Freedom of Movement refers to the right of individuals to move freely from place to place, either within the territory of a country or to leave a country and return to it. It involves a series of policies and services that should be implemented in order to make sure that the right is protected.
Freedom of Movement is one of the cornerstones of the EU, giving EU citizens and their family members the right to travel, live and work in any EU Member State of their choice. In 2017, 57 % of Europeans considered the free movement of people, goods and services within the EU the most positive achievement of the European Union. Several million people now live in a Member State other than their own. Students and pensioners are moving in great numbers, too.
The founding treaties (in particular Article 20 TFEU), the EU Charter of Fundamental Rights and secondary EU law all recognize Freedom of Movement as a basic right for EU citizens, making it one of the four fundamental freedoms put down in title IV TFEU (FREE MOVEMENT OF PERSONS, SERVICES AND CAPITAL). On UN level, the Article 13 of the UN Universal Declaration of Human Rights (UDHR), proclaimed by the United Nations General Assembly in Paris on 10 December 1948, recognizes the right of a person to “leave any country, including his own, and to return to his country”, and the Article 12 of the UN International Covenant on Civil and Political Rights (OHCHR), adopted by the General Assembly of the UN on 19 December 1966, recognizes the right to freedom of movement, freedom of choose of residence.
Due to the difference between “social security benefits” and “social assistance” in EU Law, it is often unclear for disabled people who want to live in a different member State where a specific benefit falls under (and according to different national laws). This makes it difficult for mobile EU citizens to access social services in their host country, and as such prevents disabled Europeans from fully exercising their right to Freedom of Movement. Moreover, the uncertainty of whether or not there will be support available in another member State at all, irrespective of whether it will be considered social security or social assistance, prevents disabled people from moving freely between different States. This uncertainty amplifies the usual (administrative) barriers which all mobile people face, and as such puts disabled people at a clear disadvantage.

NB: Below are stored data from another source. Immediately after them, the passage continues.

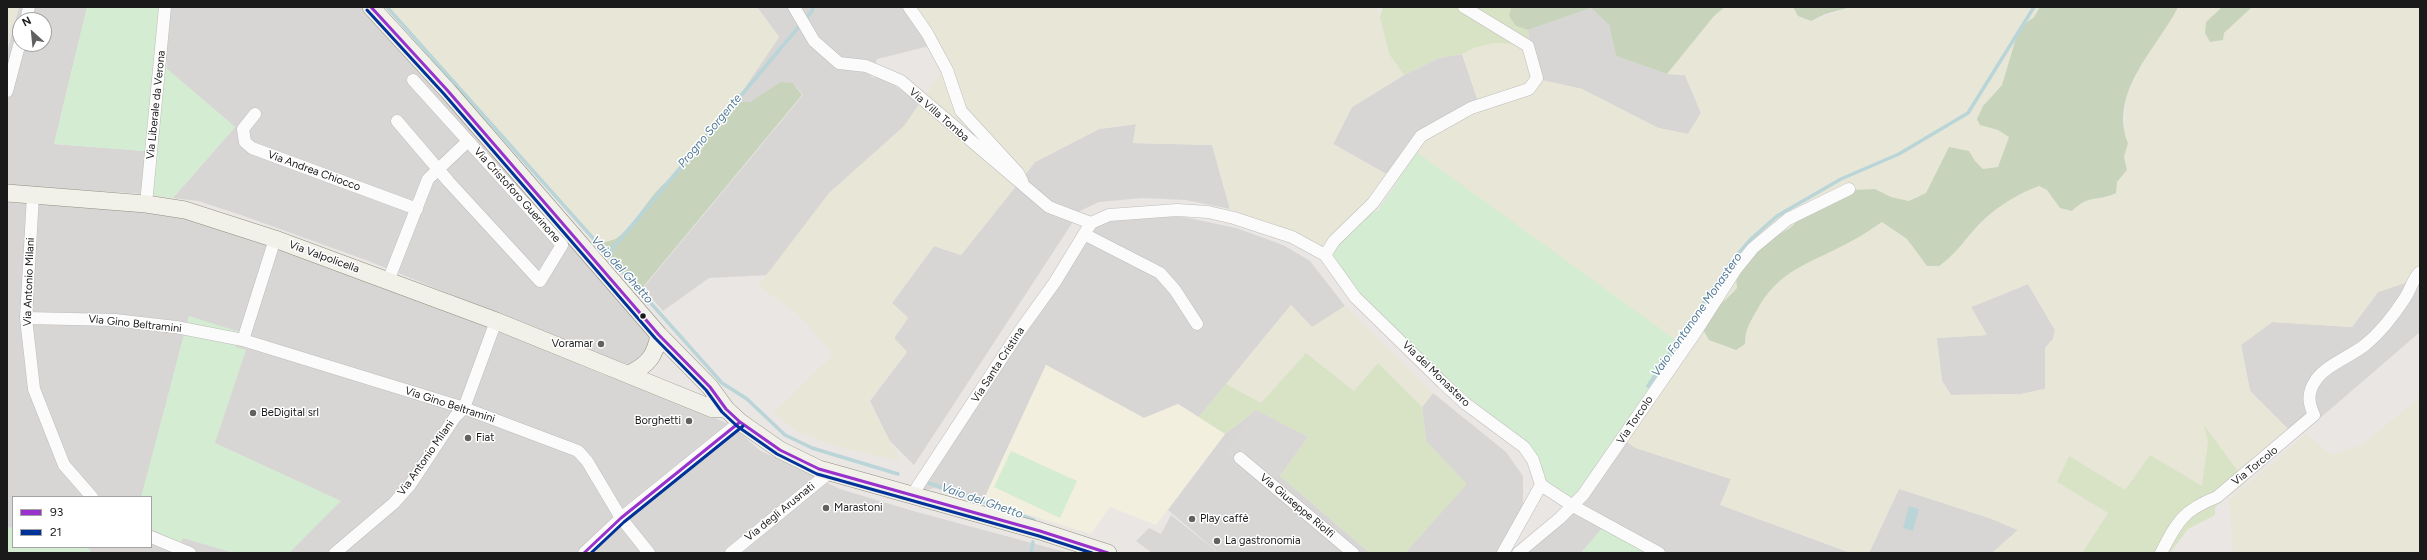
<!DOCTYPE html>
<meta charset="utf-8">
<style>
body{margin:0}
#map{position:relative;width:2427px;height:560px;overflow:hidden;background:#e9e6e3;font-family:Figtree,sans-serif}
canvas{display:block}
.frame{position:absolute;inset:0;border:8px solid #1a1a1a;pointer-events:none}
.legend{position:absolute;left:12px;top:496px;width:140px;height:52px;box-sizing:border-box;background:#fff;border:1px solid #a3a3a3;margin:0;padding:5px 7px;list-style:none;font-size:12px;color:#1a1a1a}
.legend li{display:flex;align-items:center;gap:8px;height:20px}
.legend b{width:20px;border:1px solid #a3a3a3}
.north{position:absolute;left:12px;top:12px;width:40px;height:40px;box-sizing:border-box;background:#fff;border:1px solid #a3a3a3;border-radius:50%;rotate:333deg;font-size:11px;font-weight:700;line-height:16px;text-align:center;color:#1a1a1a}
.north::after{content:'';display:block;margin:auto;width:14px;height:18px;background:#626160;clip-path:polygon(50% 0,100% 100%,50% 72%,0 100%)}
</style>
<div id="map">
<canvas width="2427" height="560"></canvas>
<div class="frame"></div>
<ul class="legend">
<li><b style="height:5px;background:#9932cc"></b>93</li>
<li><b style="height:5px;background:#039"></b>21</li>
</ul>
<div class="north">N</div>
</div>
<script>
const ctx = document.querySelector('canvas').getContext('2d');
ctx.lineJoin = 'round';
function fill(path, color) {
  ctx.fillStyle = color;
  ctx.fill(path, 'evenodd');
}
function trace(path, color, width, dash) {
  ctx.strokeStyle = color;
  ctx.lineWidth = width;
  ctx.lineCap = dash ? 'butt' : 'round';
  ctx.setLineDash(dash || []);
  ctx.stroke(path);
}
function write(font, color, halo, rows, align = 'center') {
  ctx.font = font + ' Figtree,sans-serif';
  ctx.lineWidth = 3;
  ctx.setLineDash([]);
  ctx.textBaseline = 'middle';
  ctx.strokeStyle = halo;
  ctx.fillStyle = color;
  for (const [text, x, y, turn = 0] of rows) {
    ctx.save();
    ctx.translate(x, y);
    ctx.rotate((+turn || 0) * Math.PI / 180);
    ctx.textAlign = isNaN(turn) ? turn : align;
    if (halo) ctx.strokeText(text, 0, 0);
    ctx.fillText(text, 0, 0);
    ctx.restore();
  }
}
const residential = new Path2D(`
 M19 7H87L54 144 145 151 144 194 7 185V52ZM20 20H44V44H20Z
 M160 7H361L508 172 648 336 654 347 631 365 610 359 366 260 241 215 198 201 173 198 235 127 167 69Z
 M757 7H914L929 46 877 59 871 77 885 79 913 98 923 112 769 275 709 278 663 311 643 288 803 95 793 83 750 102H735L779 37Z
 M1591 8 1609 25 1616 56 1667 74 1685 75 1701 113 1688 134 1658 128 1582 89 1532 78 1528 30Z
 M1462 54 1479 104 1388 175 1333 144 1352 107 1404 75 1439 58Z
 M1136 124 1133 143 1212 145 1230 209 1186 200 1142 198 1099 202 1080 211 914 465 889 440 870 401 907 352 894 338 908 318 892 303 934 246 961 255 1035 162 1099 129Z
 M7 202 142 211 194 218 493 328 604 375 630 382 729 424 761 451 840 489 913 511 1069 553H289L340 501 212 442 189 316 142 497H13V547H151V528L234 553H7Z
 M1143 215 1184 217 1236 228 1283 245 1310 261 1345 306 1312 328 1291 305 1199 417 1178 404 1144 418 1046 365 983 501 934 488 919 492 1093 223Z
 M2420 278V332L2297 438 2250 391 2241 345 2272 322 2352 327 2378 292Z
 M2028 284 2055 330 2053 339 2045 348V389L2021 394 1951 395 1942 381 1936 338 1986 335 1971 307Z
 M1433 393 1506 452 1523 476V507L1496 553H1405L1466 484 1426 441 1422 407Z
 M1256 410 1308 437 1280 476 1370 553H1219L1168 510 1225 434Z
 M1621 438 1636 448 1731 479 1721 505 1851 553H1666L1609 521 1581 553H1516L1572 511Z
 M1899 488 1992 519 2018 530 1992 553H1869Z`);
const education = new Path2D(`
 M1046 365 1144 418 1178 404 1225 434 1156 525 1110 507 1091 534 983 501Z`);
const farmland = new Path2D(`
 M7 7H18L7 47Z
 M389 7H757L779 37 735 102 715 121 674 176 666 181 616 239 596 244Z
 M914 7H1377L1389 54 1404 75 1352 107 1333 144 1388 175 1370 201 1321 247 1290 230 1230 209 1212 145 1133 143 1136 124 1099 129 1035 162 961 255 934 246 892 303 908 318 894 338 907 352 869 401 900 461 839 447 798 432 773 413 833 355 847 372 828 349 796 312 758 286 829 193 904 126 940 74Z
 M1725 7H1793L1798 16 1811 21 1851 7H2040L2034 17 2019 28 2002 85 1983 106 1980 125 1998 130 2010 137 1998 167 1983 169 1975 161 1969 151 1937 173 1926 193 1909 201 1891 197 1875 189 1804 214 1790 228 1747 253 1735 268 1737 288 1725 302 1709 313 1745 344V331L1766 293 1779 280 1796 268 1848 243 1882 222 1907 239 1927 266H1938L1964 243 1994 210 2028 190 2039 186 2047 190 2060 208 2072 211 2081 202 2089 198H2106L2127 170 2124 157 2128 143 2125 134 2126 98 2133 81 2154 44 2178 7H2222L2206 22 2224 33 2252 7H2420V278L2378 292 2352 327 2272 322 2241 345 2250 391 2297 438 2273 452 2246 482 2205 426 2208 442 2203 487 2125 490 2057 482 2108 513 2082 553H1992L2018 530 1992 519 1899 489 1869 553H1851L1720 505 1731 479 1636 448 1621 438 1407 149 1479 104 1462 54 1474 48 1494 43 1510 42 1529 44 1532 78 1582 89 1658 128 1688 134 1701 113 1685 75 1667 74 1714 16ZM2028 284 2055 330 2053 339 2045 348V389L2021 394 1951 395 1942 381 1937 338 1987 335 1971 307Z
 M1291 305 1312 327 1345 306 1433 393 1422 407 1378 363 1354 391 1306 353 1261 404 1226 384Z
 M2420 397V553H2233L2229 500 2306 434 2332 455 2362 445Z`);
const grass = new Path2D(`
 M1383 7H1511L1509 16 1516 26 1528 30 1529 44 1494 43 1474 48 1462 54 1439 58 1404 75 1389 54 1380 17Z
 M1306 353 1354 391 1378 363 1422 407 1426 441 1467 484 1405 553H1370L1280 476 1308 437 1256 410 1225 434 1199 417 1226 384 1261 403Z
 M2204 425 2246 482 2215 507V515L2188 529 2170 553H2082L2108 513 2057 482 2069 456 2125 490 2150 455 2202 486 2208 442Z`);
const forest = new Path2D(`
 M1511 7H1725L1714 16 1667 74 1616 56 1609 25 1591 8 1528 30 1516 26 1509 16Z
 M1793 7H1851L1825 14 1811 21 1798 16Z
 M2040 7H2178C2157 49 2108 92 2128 143L2124 157 2127 170 2117 182 2116 193C2097 202 2089 194 2072 211L2060 208 2047 190 2039 186C2014 195 1990 211 1973 231 1962 244 1953 256 1939 266H1927L1907 239 1882 222C1871 229 1860 237 1848 243 1811 263 1778 270 1757 310 1750 322 1745 330 1745 344L1736 350 1709 340 1702 328C1711 310 1724 303 1737 288L1735 268 1747 253 1790 228 1804 214 1852 190 1875 189 1891 197 1909 201 1926 193 1949 147 1969 151 1975 161 1983 169 1998 167 2009 137 1998 130 1980 125 1977 119 1983 106 2002 85 2019 28 2034 17Z
 M2222 7H2252L2224 33 2223 40 2210 42 2205 33 2206 22Z
 M781 82 793 83 802 95 638 293 596 244C603 242 612 241 617 238 639 221 650 191 674 176L715 121 735 102H750Z`);
const park = new Path2D(`
 M87 7H160L167 69 235 127 173 198 144 194 145 151 54 144Z
 M1415 151 1681 344 1577 495 1570 499 1543 479 1526 448 1492 422 1379 320 1333 260 1335 248 1370 213 1378 210 1397 183 1398 177Z
 M189 316 240 332 236 347 246 350 215 443 341 501 289 553H234L183 538 181 543 151 529V497H141Z
 M1011 451 1077 481 1060 518 994 487Z
 M1608 521 1663 550 1666 553H1581Z
 M7 527 13 528V547H86L91 551 90 553H7Z`);
const parking = new Path2D(`
 M1256 410 1308 437 1275 481 1236 452 1230 460 1224 453Z
 M1171 515 1219 553H1152L1136 541 1149 528 1161 534Z`);
const water = new Path2D(`
 M1909 506 1919 509 1913 531 1903 528Z`);
const stream = new Path2D(`
 M387 7 722 383 747 399 785 435 812 448 898 474
 M607 255 812 11 813 7
 M1648 386 1731 262 1751 239 1777 216 1815 194 1841 179 1899 154 1968 113 2034 7
 M929 483 1034 520
 M1031 553 1033 542`);
const street = new Path2D(`
 M794 7 814 41 839 63 866 66 901 81 1049 207 1091 223
 M909 7 927 33 947 70 961 111 1018 173 1022 181
 M26 20 29 7
 M7 91 20 42
 M255 114 243 129 245 142 252 148 417 209
 M397 121 449 182 540 281 562 245 413 80
 M33 195 26 318 34 389 64 465 92 497
 M146 204 165 7
 M1084 234 1160 273 1175 290 1197 324
 M1325 255 1334 241 1373 203 1421 136 1471 108 1529 89 1537 78 1528 46 1464 7
 M388 281 428 179 468 141
 M26 318 115 320 176 327 243 340 464 408 578 451 587 461 621 518 649 553
 M243 340 275 239
 M1240 458 1353 553
 M1541 485 1573 506 1659 553
 M912 495 1019 332 1055 282 1091 223 1109 215 1177 210 1208 212 1234 218 1292 237 1325 255 1355 297 1443 383 1466 404 1524 447 1533 460 1541 485 1503 553
 M151 537 190 553
 M335 553 394 503 410 485 455 417 464 408 496 321
 M584 553 621 518 740 422
 M731 553 830 472
 M1518 553 1560 518 1583 495 1695 333 1736 269 1753 248 1788 219 1849 189
 M2161 553C2177 522 2183 510 2217 497L2314 415C2309 404 2307 395 2314 383 2323 366 2350 357 2365 345 2381 332 2394 315 2405 298 2411 289 2412 280 2420 272`);
const secondary = new Path2D(`
 M371 7 448 91 659 335 710 387 726 409 740 422 780 450 819 469 1040 531 1108 553
 M7 193 146 204 185 210 275 239 496 321 713 409H726
 M629 374C648 365 655 356 659 335`);
const bus1 = new Path2D(`
 M371 7 448 91 659 335 710 387 726 409 740 422 780 450 819 469 1040 531 1108 553
 M584 553 621 518 740 422`);
const bus2 = new Path2D(`
 M367 10 444 94 655 338 706 390 722 412 737 426 777 454 817 474 1039 536 1092 553
 M591 553 624 522 743 426`);
const markers = [
 [643,316,3.5,"#1a1a1a"],
 [601,344,4,"#626160"],
 [253,413,4,"#626160"],
 [689,421,4,"#626160"],
 [468,438,4,"#626160"],
 [826,508,4,"#626160"],
 [1192,519,4,"#626160"],
 [1217,541,4,"#626160"]
];
const streetNames = [
 ["Via Liberale da Verona",156,105,-84],
 ["Via Villa Tomba",939,115,41],
 ["Via Andrea Chiocco",314,171,20],
 ["Via Cristoforo Guerinone",517,195,48],
 ["Via Valpolicella",324,257,20],
 ["Via Antonio Milani",29,282,-88],
 ["Via Gino Beltramini",135,324,6],
 ["Via Santa Cristina",998,365,-57],
 ["Via del Monastero",1436,374,44],
 ["Via Gino Beltramini",450,405,18],
 ["Via Torcolo",1635,420,-56],
 ["Via Antonio Milani",426,458,-55],
 ["Via Torcolo",2255,466,-39],
 ["Via Giuseppe Riolfi",1297,506,40],
 ["Via degli Arusnati",780,512,-39]
];
const poiNames = [
 ["Voramar",593,344,"right"],
 ["BeDigital srl",261,413],
 ["Borghetti",681,421,"right"],
 ["Fiat",476,438],
 ["Marastoni",834,508],
 ["Play caffè",1200,519],
 ["La gastronomia",1225,541]
];
const waterNames = [
 ["Progno Sorgente",710,131,-50],
 ["Vaio del Ghetto",622,270,48],
 ["Vaio Fontanone Monastero",1697,315,-55],
 ["Vaio del Ghetto",982,501,19]
];
fill(residential, '#d8d6d5');
fill(education, '#f2efdf');
fill(farmland, '#e8e7d7');
fill(grass, '#d8e3c5');
fill(forest, '#c7d4bb');
fill(park, '#d4ecd1');
fill(parking, '#d9d7d6');
fill(water, '#bad5d8');
trace(stream, '#bad5d8', 3.5);
trace(street, '#bebdbb', 13);
trace(secondary, '#908f7e', 18);
trace(street, '#fcfbfb', 12);
trace(secondary, '#f1f0e9', 17);
trace(bus1, '#9932cc', 3);
trace(bus2, '#039', 3);
for (const [x, y, r, color] of markers) {
  const dot = new Path2D();
  dot.arc(x, y, r, 0, 2 * Math.PI);
  ctx.fillStyle = color;
  ctx.fill(dot);
  trace(dot, '#fff', 1.5);
}
write('11px', '#1a1a1a', '#fff', streetNames);
write('11px', '#1a1a1a', '#fff', poiNames, 'left');
write('italic 12px', '#517a96', '#fff', waterNames);
</script>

ENIL’s work to promote the freedom of movement
In October 2019 ENIL launched a briefing paper on the Freedom of Movement, regarding disabled people in the European Union (EU). The paper discusses the concepts and the legal basis for the right of free movement in the EU, and looks at existing initiatives linked to the freedom of movement, such as the European Health insurance Card or the Schengen Agreements. In addition to that, it explores more the topic through the use of testimonies from disabled people, which illustrate both the barriers and opportunities to move freely within the EU. The paper concludes with four key recommendations to improve access to the right of free movement for (disabled) people in the EU. You can download the Freedom of Movement paper (October 2019) here.

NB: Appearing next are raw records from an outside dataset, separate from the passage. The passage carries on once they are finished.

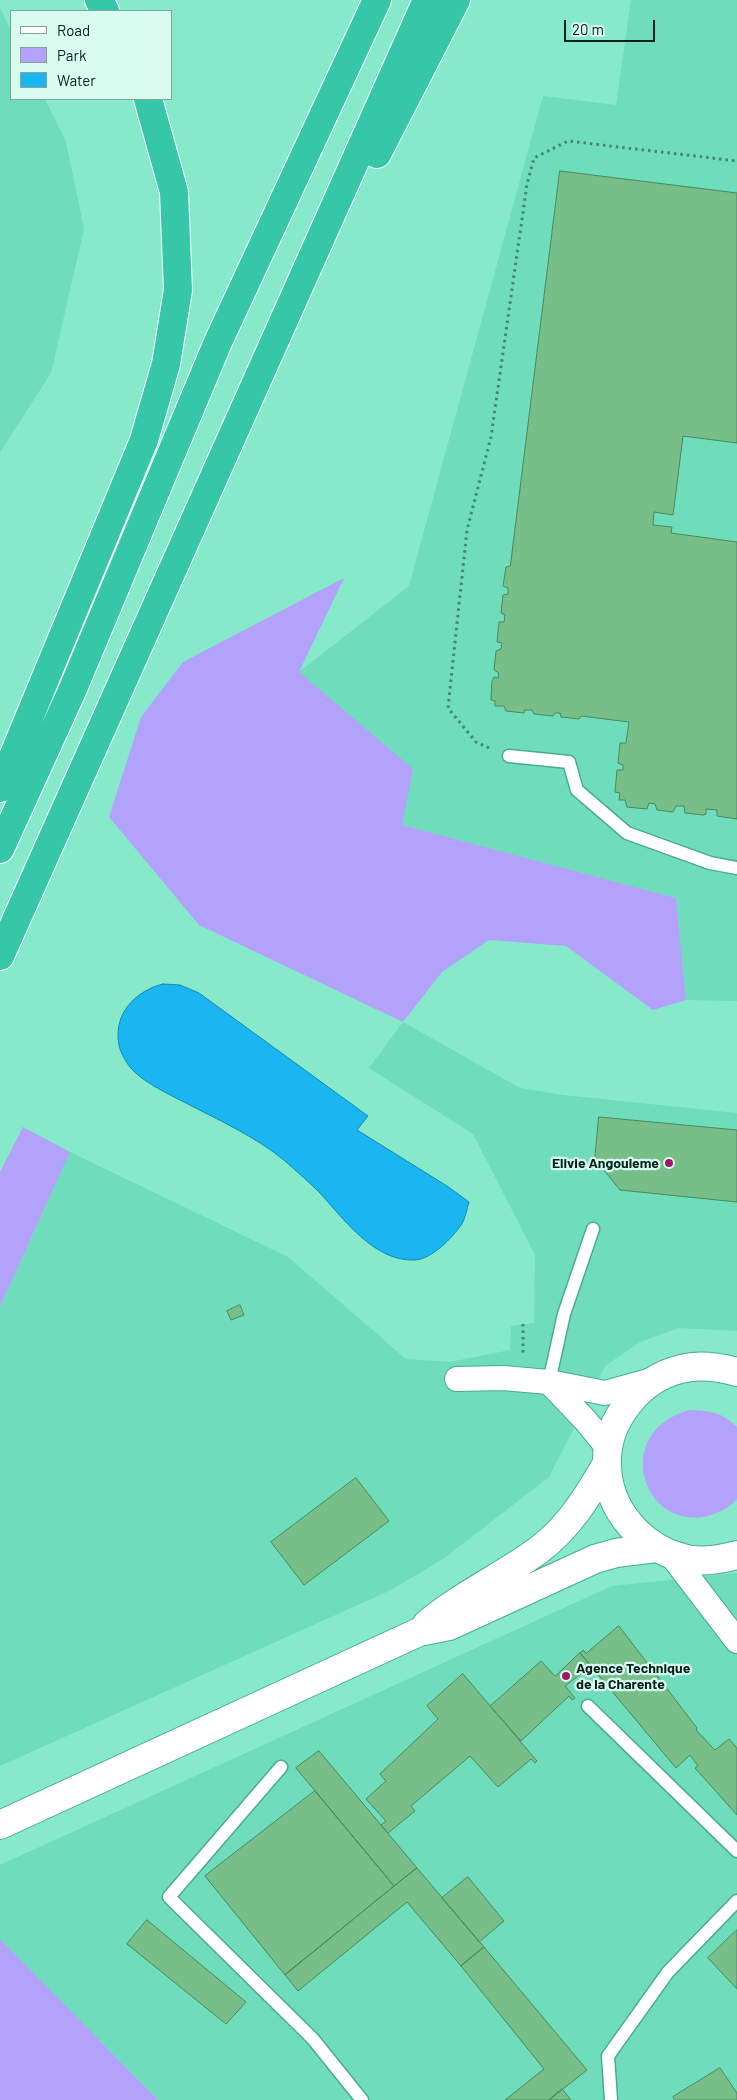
<!DOCTYPE html>
<html>
<head>
<meta charset="utf-8">
<style>
  body { margin:0 }
  #map { position:relative; width:737px; height:2100px; overflow:hidden; background:#85e9ca; font-family:Barlow,sans-serif }
  canvas { display:block }
  .legend { position:absolute; left:10px; top:10px; width:162px; height:90px; box-sizing:border-box; background:#d8fdf0; border:1px solid #82a59a; margin:0; padding:6px 9px; list-style:none; font-size:15px; color:#012018 }
  .legend li { display:flex; align-items:center; gap:10px; height:25px }
  .legend b { width:25px; border:1px solid #82a59a }
  .scale { position:absolute; left:564px; top:20px; width:91px; height:22px; box-sizing:border-box; border:2px solid #012018; border-top:0; padding-left:6px; font-size:15px; line-height:18px; white-space:nowrap; color:#012018; -webkit-text-stroke:4px #d8fdf0; paint-order:stroke }
</style>
</head>
<body>
<div id="map">
<canvas width="737" height="2100"></canvas>
<ul class="legend">
<li><b style="height:6px;background:#fff"></b>Road</li>
<li><b style="height:14px;background:#b3a2fb"></b>Park</li>
<li><b style="height:14px;background:#1ab6f1"></b>Water</li>
</ul>
<div class="scale">20 m</div>
</div>
<script>
const ctx = document.querySelector('canvas').getContext('2d');
ctx.lineJoin = 'round';
function fill(path, color) {
  ctx.fillStyle = color;
  ctx.fill(path, 'evenodd');
}
function trace(path, color, width, dash) {
  ctx.strokeStyle = color;
  ctx.lineWidth = width;
  ctx.lineCap = dash ? 'butt' : 'round';
  ctx.setLineDash(dash || []);
  ctx.stroke(path);
}
function drawText(font, color, halo, rows, align = 'center') {
  ctx.font = font + ' Barlow,sans-serif';
  ctx.lineWidth = 4.5;
  ctx.setLineDash([]);
  ctx.textBaseline = 'middle';
  ctx.strokeStyle = halo;
  ctx.fillStyle = color;
  for (const [text, x, y, turn = 0] of rows) {
    ctx.save();
    ctx.translate(x, y);
    ctx.rotate((+turn || 0) * Math.PI / 180);
    ctx.textAlign = isNaN(turn) ? turn : align;
    if (halo) ctx.strokeText(text, 0, 0);
    ctx.fillText(text, 0, 0);
    ctx.restore();
  }
}
fill(new Path2D(`
  M631 0H737V1001L686 1000 676 898 401 825 299 672 409 586 543 96 616 105Z
  M0 8 11 31V99H45L66 142 84 229 51 373 0 452Z
  M403 1022 520 1088 563 1095 737 1113V1331L678 1328 640 1342 605 1366 549 1477 443 1559 391 1590 0 1766V1307L70 1152 288 1257 406 1359 450 1362 510 1350 511 1326 534 1323 535 1255 473 1134 369 1068Z
  M737 1573V2100H158L0 1939V1865L612 1586Z`), '#6fdcbb');
fill(new Path2D(`
  M344 578 299 672 413 769 402 825 676 898 686 1000 653 1010 566 946 489 940 442 972 403 1022 199 925 109 817 141 717 183 662Z
  M23 1127 70 1152 0 1307V1172Z
  M689 1410C708 1410 724 1413 737 1427V1499C730 1507 721 1512 711 1515 644 1535 609 1433 689 1410Z
  M0 1939 158 2100H0Z`), '#b3a2fb');
const water = new Path2D(`
  M163 984 180 985 199 993 368 1116 357 1130 447 1186 469 1202C467 1209 465 1218 462 1224 452 1238 432 1259 415 1260 374 1262 343 1218 319 1192 308 1181 296 1171 285 1161 255 1136 218 1120 184 1102 168 1094 141 1081 130 1067 118 1052 115 1036 121 1018 128 1000 146 988 163 984Z`);
fill(water, '#1ab6f1');
trace(water, '#1289b0', 1);
const building = new Path2D(`
  M560 171 737 193V443L683 436 673 515 654 512 653 525 672 527 671 533 737 542V819L717 816V810L706 809V814L703 815 685 813 684 806H676L673 812 657 810 655 804 649 803 647 809 627 807 625 800H619L620 793 615 792 617 770H623V765L618 763 620 743H626L629 722 581 716 579 719 561 717 560 713H555L553 716 534 714 532 710H525L524 713 506 711 504 706H495V701L491 700 492 681 494 677 498 678 499 673 494 670 496 651 501 649 502 643 497 642 499 622H504L505 615 501 613 503 595 508 594V588L503 586 506 567 510 566Z
  M599 1117 737 1130V1202L620 1190 595 1159Z
  M240 1305 244 1315 231 1320 227 1311Z
  M356 1478 389 1521 304 1585 271 1542Z
  M619 1626 697 1728 696 1730 715 1750 729 1739 737 1748V1815L695 1768 698 1766 690 1755 676 1768 580 1653 583 1650 586 1653Z
  M580 1653 591 1666 565 1686 575 1698 572 1700 569 1696 521 1741 490 1706 541 1661 555 1676Z
  M463 1674 537 1761 535 1763 531 1759 498 1787 470 1756 411 1806 415 1811 388 1833 381 1825 386 1821 366 1799 386 1781 380 1774 438 1719 427 1706Z
  M319 1751 417 1868 394 1886 296 1768Z
  M315 1791 394 1886 285 1975 205 1876Z
  M417 1868 484 1947 461 1966 407 1902 298 1991 285 1975Z
  M468 1877 504 1921 479 1942 442 1898Z
  M147 1920 246 2002 226 2024 127 1944Z
  M737 1930V1989L708 1958Z
  M484 1947 587 2070 549 2100H505L544 2069 461 1966Z
  M720 2068 737 2093V2100H675L673 2097Z
  M562 2089 571 2100H549Z`);
fill(building, '#77be89');
trace(building, '#468c5b', 1);
const service = new Path2D(`
  M509 756 569 762 577 790 627 833 710 863 737 868
  M549 1382 564 1314 593 1229
  M588 1706 737 1851
  M281 1767 169 1897 313 2039 362 2100
  M611 2100 608 2056 668 1972 737 1901`);
const minor = new Path2D(`
  M457 1379 503 1378 549 1382 605 1393 652 1380
  M549 1382 586 1421 608 1448
  M672 1556 737 1641`);
const tertiary = new Path2D(`
  M737 1372C719 1367 700 1364 681 1369 639 1379 606 1421 607 1463 607 1512 645 1552 692 1560 707 1562 722 1559 737 1555
  M427 1624C461 1595 504 1576 540 1549 569 1527 588 1496 606 1465
  M0 1825 419 1632 449 1626 595 1559 616 1553 656 1548`);
const trunk = new Path2D(`
  M99 0 105 11
  M377 154 456 0
  M0 788 144 440 166 364 178 290 174 192 148 99
  M0 849 72 691 218 342 377 0
  M0 956 427 0`);
trace(service, '#47ad90', 15);
trace(minor, '#47ad90', 26);
trace(tertiary, '#47ad90', 30);
trace(trunk, '#fff', 30);
trace(new Path2D(`
  M489 748 476 742 448 708 467 530 491 437 527 184 534 158 568 141 737 161
  M523 1324V1354`), '#448672', 3, [2.5, 4]);
trace(service, '#fff', 12);
trace(minor, '#fff', 24);
trace(tertiary, '#fff', 28);
trace(trunk, '#36c6a8', 28);
for (const [x, y, r, color] of [
  [669,1163,5,"#9e1766"],
  [566,1676,5,"#9e1766"]
]) {
  const dot = new Path2D();
  dot.arc(x, y, r, 0, 2 * Math.PI);
  ctx.fillStyle = color;
  ctx.fill(dot);
  trace(dot, '#d8fdf0', 2);
}
drawText('bold 14px', '#012018', '#d8fdf0', [
  ["Elivie Angouleme",659,1163],
  ["Agence Technique",576,1668,"left"],
  ["de la Charente",576,1684,"left"]
], 'right');
</script>
</body>
</html>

Apart from that, over the years, ENIL has carried out activities (individual or collective) related to the right of the Freedom of Movement. One such activity was the 2011 “Freedom of Movement Campaign”, which sought to remove the barriers that disabled people in Europe faced so that they can fully enjoy and benefit from free movement as European citizens. The Campaign launched the “Freedom Guide” (2011), a publication which combined information from persons in the disability movement, experts from NGOs and academics in relation to how Europe should be accessible and the way in which to do this. It was at the time when the European Commission was working on the Accessibility Act, and as such it aimed at becoming a resource of information for the European Union to create an effective Accessibility Act. You can download the Freedom Guide (2011) here.
ENIL is prepared to highlight or advocate on behalf of disabled people whose Freedom of Movement was denied or restricted. If you have a personal experience you would like to share with us, please contact us at email@example.com.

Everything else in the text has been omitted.